Autor: Ulrich Wickert
Verlag: Piper
Seiten: 304
ISBN-10: 3492072860
ISBN-13: 9783492072861
Preis: EUR 22.00
Ich habe mittlerweile unzählige Tagesschau-Größen kommen und gehen gesehen. Wickert war zweifelsfrei einer der Besten. Und das gilt auch für seine Kriminalromane, die alle, wie könnte es anders sein, in seinem geliebten Paris spielen. Und so ist auch sein neuestes Werk, „Der Raub im Tunnel“ ein solider Krimi, der mich jedoch erzählerisch nicht immer überzeugen konnte. Wickerts Stärken liegen in der realitätsnahen Darstellung und dem Pariser Flair – seine Schwächen in der Figurenzeichnung und Spannungskurve.

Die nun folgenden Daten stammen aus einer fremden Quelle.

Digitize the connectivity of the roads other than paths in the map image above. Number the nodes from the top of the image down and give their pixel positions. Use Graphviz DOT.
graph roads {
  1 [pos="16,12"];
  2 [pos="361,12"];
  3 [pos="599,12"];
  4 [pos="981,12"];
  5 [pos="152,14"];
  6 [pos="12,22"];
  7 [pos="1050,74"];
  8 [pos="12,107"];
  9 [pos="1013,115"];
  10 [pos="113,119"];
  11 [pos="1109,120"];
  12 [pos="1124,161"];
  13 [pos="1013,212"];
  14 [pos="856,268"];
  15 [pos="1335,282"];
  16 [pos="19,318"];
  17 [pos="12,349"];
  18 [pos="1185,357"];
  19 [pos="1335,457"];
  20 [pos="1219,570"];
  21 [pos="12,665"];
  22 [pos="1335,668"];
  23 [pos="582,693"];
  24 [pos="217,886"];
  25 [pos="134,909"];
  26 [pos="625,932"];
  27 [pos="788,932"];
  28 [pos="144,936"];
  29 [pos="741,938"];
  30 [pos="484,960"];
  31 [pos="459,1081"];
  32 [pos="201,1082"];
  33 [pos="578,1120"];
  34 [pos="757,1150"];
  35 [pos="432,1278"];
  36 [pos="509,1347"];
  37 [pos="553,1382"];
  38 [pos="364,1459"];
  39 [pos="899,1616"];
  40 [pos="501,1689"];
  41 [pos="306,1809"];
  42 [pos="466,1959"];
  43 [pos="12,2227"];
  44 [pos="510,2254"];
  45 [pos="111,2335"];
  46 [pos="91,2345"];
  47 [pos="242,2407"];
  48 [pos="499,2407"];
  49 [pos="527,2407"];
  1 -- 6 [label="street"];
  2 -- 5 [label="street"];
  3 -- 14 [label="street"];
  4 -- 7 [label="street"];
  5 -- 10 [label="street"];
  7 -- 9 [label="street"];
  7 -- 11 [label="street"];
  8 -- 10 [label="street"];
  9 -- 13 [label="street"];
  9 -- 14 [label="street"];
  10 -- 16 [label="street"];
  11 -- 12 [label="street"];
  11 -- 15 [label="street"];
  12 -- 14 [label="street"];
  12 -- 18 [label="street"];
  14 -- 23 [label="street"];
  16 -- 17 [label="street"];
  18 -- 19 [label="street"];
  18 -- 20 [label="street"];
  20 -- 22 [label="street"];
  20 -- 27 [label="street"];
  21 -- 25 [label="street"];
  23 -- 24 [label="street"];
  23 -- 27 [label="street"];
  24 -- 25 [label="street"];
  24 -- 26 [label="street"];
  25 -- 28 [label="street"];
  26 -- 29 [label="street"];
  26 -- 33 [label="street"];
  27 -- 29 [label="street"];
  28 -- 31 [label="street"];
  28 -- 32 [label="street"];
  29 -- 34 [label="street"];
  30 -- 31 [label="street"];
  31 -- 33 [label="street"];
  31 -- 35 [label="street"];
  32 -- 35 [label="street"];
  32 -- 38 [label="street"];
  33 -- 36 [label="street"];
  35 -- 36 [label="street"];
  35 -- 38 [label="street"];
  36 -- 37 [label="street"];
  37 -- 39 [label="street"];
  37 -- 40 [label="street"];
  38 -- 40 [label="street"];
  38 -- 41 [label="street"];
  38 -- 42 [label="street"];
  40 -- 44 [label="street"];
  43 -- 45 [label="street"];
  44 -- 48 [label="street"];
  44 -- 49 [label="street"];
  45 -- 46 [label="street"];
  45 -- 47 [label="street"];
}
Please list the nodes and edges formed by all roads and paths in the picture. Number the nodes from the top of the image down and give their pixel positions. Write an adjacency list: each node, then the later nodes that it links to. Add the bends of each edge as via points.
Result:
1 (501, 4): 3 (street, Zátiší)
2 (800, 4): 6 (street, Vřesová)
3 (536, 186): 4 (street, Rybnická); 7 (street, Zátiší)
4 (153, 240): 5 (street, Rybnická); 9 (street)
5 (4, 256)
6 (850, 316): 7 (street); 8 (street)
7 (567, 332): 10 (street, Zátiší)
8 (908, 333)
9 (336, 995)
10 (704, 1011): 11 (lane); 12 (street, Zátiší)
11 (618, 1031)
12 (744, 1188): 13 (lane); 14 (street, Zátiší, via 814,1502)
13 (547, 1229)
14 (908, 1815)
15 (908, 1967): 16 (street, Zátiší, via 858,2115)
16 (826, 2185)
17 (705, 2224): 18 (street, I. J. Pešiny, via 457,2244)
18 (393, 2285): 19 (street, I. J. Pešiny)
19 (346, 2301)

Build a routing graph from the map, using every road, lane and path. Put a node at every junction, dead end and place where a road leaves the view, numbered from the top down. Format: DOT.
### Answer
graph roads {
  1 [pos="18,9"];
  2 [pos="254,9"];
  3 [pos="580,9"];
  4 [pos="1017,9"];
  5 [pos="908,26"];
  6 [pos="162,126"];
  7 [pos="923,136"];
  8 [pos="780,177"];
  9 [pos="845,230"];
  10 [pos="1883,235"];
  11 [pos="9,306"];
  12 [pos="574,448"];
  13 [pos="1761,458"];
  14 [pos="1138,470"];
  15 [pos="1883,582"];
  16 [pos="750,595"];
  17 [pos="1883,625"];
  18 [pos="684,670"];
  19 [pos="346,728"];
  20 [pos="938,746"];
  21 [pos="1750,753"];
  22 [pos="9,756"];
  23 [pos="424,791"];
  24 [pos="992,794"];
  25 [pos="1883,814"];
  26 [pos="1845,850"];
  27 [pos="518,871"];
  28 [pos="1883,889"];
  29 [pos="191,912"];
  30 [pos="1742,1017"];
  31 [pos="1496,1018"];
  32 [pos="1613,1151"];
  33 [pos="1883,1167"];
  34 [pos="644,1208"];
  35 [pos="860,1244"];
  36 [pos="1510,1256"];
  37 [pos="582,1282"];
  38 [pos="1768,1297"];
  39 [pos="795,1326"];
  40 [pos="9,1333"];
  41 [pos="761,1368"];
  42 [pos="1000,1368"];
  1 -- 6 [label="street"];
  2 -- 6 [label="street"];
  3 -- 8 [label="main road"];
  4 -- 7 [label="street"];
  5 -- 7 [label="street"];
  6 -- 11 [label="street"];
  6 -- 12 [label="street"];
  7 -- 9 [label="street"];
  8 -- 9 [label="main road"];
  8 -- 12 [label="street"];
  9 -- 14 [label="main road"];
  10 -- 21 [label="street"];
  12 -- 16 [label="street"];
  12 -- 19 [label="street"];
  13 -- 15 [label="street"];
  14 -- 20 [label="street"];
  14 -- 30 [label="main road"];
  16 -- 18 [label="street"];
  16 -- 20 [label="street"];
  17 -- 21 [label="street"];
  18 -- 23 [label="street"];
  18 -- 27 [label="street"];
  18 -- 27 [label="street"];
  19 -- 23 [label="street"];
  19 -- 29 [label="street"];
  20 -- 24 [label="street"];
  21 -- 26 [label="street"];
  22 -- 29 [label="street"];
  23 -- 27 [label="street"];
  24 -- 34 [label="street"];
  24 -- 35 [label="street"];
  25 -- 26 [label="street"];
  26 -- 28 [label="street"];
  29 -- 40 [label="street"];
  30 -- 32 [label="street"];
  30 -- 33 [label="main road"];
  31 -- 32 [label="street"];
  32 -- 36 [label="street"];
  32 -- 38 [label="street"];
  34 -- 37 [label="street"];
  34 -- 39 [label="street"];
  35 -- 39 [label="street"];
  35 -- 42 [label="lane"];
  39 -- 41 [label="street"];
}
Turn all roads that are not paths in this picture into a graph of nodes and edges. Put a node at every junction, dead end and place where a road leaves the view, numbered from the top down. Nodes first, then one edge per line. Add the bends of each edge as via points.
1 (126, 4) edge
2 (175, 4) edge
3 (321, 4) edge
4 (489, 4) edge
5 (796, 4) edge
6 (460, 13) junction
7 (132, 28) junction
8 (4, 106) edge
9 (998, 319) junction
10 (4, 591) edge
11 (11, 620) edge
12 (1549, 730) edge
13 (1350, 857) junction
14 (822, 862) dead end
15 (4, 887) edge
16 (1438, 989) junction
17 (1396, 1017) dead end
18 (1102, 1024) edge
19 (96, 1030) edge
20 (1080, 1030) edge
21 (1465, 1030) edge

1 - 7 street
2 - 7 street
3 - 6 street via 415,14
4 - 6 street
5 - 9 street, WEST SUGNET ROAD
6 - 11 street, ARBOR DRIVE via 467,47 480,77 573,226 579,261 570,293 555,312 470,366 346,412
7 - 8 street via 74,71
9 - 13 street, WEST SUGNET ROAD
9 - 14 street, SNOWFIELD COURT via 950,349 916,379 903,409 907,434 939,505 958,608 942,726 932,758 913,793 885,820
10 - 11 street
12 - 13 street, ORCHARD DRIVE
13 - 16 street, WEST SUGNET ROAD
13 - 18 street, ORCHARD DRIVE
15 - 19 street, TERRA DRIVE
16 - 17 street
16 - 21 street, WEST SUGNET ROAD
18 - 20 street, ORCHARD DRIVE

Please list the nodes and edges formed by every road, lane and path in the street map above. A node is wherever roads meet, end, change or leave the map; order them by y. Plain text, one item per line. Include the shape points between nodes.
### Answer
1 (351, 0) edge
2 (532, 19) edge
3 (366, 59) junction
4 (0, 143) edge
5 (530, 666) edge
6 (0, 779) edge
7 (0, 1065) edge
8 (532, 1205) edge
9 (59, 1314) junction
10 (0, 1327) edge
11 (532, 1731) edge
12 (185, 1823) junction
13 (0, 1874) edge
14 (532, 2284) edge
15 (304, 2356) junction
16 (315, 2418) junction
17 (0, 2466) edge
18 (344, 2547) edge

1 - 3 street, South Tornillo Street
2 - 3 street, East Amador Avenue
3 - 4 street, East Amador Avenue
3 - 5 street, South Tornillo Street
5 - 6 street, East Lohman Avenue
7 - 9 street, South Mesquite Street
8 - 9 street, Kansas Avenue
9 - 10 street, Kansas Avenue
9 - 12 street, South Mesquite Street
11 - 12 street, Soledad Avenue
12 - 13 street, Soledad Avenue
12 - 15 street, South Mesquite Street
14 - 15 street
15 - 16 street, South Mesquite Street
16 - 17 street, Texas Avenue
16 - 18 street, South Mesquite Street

In gerade erschienen, achten Fall für Untersuchungsrichter Jacques Ricou, wird ein Überfall auf einen schwarzen Mercedes im Pariser Tunnel du Landy zum Ausgangspunkt einer komplexen Ermittlung. Es gibt wohl kaum jemanden, bei dem da nicht sofort der Tod der Lady Di aufploppt. Aber es ist halt doch nur ein Tunnel, noch dazu ein anderer. Denn zu Tode kam hier niemand, vermisst wird nur der Aktenkoffer einer mysteriösen Dame. Enthält er doch einen Bitcoin-Schlüssel – ein Detail, das Ricous aktuelle Ermittlungen zu Geldwäsche, Korruption und dem Mord an einem Richter nun aber doch unmittelbar berührt.
Wickert verwebt reale Themen wie Kryptowährungen, Waffenhandel und Justizversagen in Paris, seiner zweiten Heimat, mit einer fiktiven Krimihandlung. Toll, die journalistischer Präzision mit der Paris mit all seinen Facetten klar, sachlich und journalistisch geprägt, beschreibt. Allerdings fehlt mir ein bisschen die Lebendigkeit in seinen Dialogen. Hingegen sind seine Beschreibungen der Schauplätze atmosphärisch und detailreich, was Paris als Kulisse glaubhaft macht.
Jacques Ricou fehlt mir etwas die emotionale Tiefe - er bleibt ein zwar engangierter, aber doch eher blasser Protagonist. Und so hat man auch bei den Nebenfiguren – etwa Margaux, Ricous Freundin, das Problem sie als eigenständige Charaktere zu sehen.
Die Spannung entwickelt sich zäh. Zwar ist der Einstieg mit dem Raub packend, doch danach verliert die Handlung leider zunehmend an Tempo. Die Ermittlungen verlaufen teilweise vorhersehbar, Wendungen bleiben rar und alle nicht frankophilen Leser haben mitunter Probleme Orte und Personen richtig zu zuzuordnen bzw. zu verstehen. Weder Mogadischu noch Dschibuti sind Lesern unter 50 wirklich ein Begriff.
Aber: Wickert nutzt seine Krimihandlung auch als Vehikel für Kritik an Justiz und Politik in Frankreich. Die Verstrickung von Wirtschaft und Kriminalität wird deutlich, ohne belehrend zu wirken. Besonders die Bitcoin-Thematik verleiht dem Roman Aktualität – allerdings fehlt eine tiefere Auseinandersetzung mit den technischen und ethischen Implikationen.
Für mich ist Der Raub im Tunnel ein Krimi mit journalistischem Anspruch und gesellschaftlichem Kommentar. Wer Paris liebt und sich für aktuelle Themen wie Kryptowährungen interessiert, wird hier fündig. Literarisch bleibt der Roman jedoch hinter seinen Möglichkeiten zurück: Die Figuren sind flach, die Spannung mäßig, und der Stil eher nüchtern als fesselnd.